* What to produce
Out of the lines below, please list those that hold the string "Pajukatu".

* Dataset content
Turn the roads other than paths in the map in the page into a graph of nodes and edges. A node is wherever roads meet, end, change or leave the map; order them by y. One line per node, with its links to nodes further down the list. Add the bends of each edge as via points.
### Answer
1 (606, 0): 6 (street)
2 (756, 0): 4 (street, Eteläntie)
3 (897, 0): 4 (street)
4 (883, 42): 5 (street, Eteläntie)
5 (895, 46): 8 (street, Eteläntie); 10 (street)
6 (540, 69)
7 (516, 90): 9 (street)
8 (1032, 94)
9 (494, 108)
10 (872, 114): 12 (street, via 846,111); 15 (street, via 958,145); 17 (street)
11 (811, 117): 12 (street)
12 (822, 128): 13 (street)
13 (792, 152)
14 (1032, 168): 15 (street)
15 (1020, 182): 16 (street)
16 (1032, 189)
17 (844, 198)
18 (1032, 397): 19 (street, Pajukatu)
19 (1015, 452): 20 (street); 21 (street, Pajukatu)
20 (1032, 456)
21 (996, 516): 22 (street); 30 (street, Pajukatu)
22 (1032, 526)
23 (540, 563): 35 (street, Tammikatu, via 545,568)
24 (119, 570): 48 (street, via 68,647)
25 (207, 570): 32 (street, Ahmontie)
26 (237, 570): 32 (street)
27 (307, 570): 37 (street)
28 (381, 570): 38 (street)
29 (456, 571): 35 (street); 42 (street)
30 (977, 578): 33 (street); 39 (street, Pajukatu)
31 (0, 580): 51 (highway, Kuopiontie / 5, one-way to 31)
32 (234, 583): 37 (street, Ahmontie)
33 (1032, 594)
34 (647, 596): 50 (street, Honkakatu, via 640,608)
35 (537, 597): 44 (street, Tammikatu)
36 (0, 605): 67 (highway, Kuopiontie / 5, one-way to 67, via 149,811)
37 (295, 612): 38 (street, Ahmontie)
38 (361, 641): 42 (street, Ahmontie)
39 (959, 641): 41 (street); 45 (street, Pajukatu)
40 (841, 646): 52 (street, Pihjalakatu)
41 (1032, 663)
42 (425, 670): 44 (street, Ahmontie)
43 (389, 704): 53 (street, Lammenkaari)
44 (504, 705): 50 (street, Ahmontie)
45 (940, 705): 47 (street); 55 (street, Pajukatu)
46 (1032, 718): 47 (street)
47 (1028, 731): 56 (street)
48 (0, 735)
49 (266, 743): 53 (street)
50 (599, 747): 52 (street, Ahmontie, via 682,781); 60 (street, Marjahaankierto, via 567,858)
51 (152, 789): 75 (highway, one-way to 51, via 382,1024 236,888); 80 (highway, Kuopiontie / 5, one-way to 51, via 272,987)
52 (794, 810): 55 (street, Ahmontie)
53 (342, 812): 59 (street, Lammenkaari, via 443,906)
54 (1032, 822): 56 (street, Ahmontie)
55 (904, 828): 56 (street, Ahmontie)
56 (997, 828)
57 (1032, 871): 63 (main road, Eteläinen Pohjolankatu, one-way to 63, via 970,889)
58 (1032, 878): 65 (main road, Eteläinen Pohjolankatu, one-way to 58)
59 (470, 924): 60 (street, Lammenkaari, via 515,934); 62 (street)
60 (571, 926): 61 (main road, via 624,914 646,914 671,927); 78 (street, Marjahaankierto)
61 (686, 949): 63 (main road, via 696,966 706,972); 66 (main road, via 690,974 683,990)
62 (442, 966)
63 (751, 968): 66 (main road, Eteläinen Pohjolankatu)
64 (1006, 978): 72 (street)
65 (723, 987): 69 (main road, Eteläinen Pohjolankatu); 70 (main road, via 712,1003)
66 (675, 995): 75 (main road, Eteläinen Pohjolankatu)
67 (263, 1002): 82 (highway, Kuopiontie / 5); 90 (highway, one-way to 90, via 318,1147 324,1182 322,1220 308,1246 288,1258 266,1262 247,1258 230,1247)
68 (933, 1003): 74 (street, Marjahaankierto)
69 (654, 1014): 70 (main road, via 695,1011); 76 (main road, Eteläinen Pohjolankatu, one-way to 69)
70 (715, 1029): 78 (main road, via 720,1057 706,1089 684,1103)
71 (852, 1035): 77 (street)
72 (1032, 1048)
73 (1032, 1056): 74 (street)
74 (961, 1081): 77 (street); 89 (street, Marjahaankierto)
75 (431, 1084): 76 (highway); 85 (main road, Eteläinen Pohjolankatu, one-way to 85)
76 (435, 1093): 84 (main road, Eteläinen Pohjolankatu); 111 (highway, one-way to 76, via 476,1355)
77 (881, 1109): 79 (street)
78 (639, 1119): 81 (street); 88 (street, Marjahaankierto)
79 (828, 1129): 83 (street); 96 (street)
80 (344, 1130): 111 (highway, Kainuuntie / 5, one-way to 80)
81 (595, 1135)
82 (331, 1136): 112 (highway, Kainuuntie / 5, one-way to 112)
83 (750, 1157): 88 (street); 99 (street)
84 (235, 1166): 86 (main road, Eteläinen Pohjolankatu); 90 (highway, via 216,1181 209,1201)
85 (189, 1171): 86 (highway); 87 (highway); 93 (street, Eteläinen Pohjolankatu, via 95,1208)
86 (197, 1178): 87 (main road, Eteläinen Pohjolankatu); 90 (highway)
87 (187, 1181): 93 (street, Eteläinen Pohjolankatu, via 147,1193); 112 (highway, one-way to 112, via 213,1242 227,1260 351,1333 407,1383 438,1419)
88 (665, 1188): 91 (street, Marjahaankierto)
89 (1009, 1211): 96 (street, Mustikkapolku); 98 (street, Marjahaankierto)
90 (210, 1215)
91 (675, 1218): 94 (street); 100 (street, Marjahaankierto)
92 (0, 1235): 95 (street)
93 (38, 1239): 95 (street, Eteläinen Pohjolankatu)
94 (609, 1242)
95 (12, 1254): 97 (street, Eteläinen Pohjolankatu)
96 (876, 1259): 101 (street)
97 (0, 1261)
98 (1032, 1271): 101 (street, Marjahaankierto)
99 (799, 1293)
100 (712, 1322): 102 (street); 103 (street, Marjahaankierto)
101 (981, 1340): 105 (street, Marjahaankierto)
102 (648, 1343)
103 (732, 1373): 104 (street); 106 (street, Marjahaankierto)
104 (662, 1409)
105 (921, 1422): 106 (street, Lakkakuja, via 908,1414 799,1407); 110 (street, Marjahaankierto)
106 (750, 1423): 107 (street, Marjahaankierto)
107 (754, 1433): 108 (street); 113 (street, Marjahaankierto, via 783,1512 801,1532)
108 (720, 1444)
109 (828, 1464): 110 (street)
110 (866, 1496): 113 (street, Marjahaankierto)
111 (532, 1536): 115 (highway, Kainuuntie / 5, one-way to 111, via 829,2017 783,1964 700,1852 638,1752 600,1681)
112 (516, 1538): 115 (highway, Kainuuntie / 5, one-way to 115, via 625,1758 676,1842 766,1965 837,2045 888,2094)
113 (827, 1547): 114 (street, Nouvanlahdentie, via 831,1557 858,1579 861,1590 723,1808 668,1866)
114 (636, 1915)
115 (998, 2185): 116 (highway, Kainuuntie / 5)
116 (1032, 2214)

* Result of this exercise
18 (1032, 397): 19 (street, Pajukatu)
19 (1015, 452): 20 (street); 21 (street, Pajukatu)
21 (996, 516): 22 (street); 30 (street, Pajukatu)
30 (977, 578): 33 (street); 39 (street, Pajukatu)
39 (959, 641): 41 (street); 45 (street, Pajukatu)
45 (940, 705): 47 (street); 55 (street, Pajukatu)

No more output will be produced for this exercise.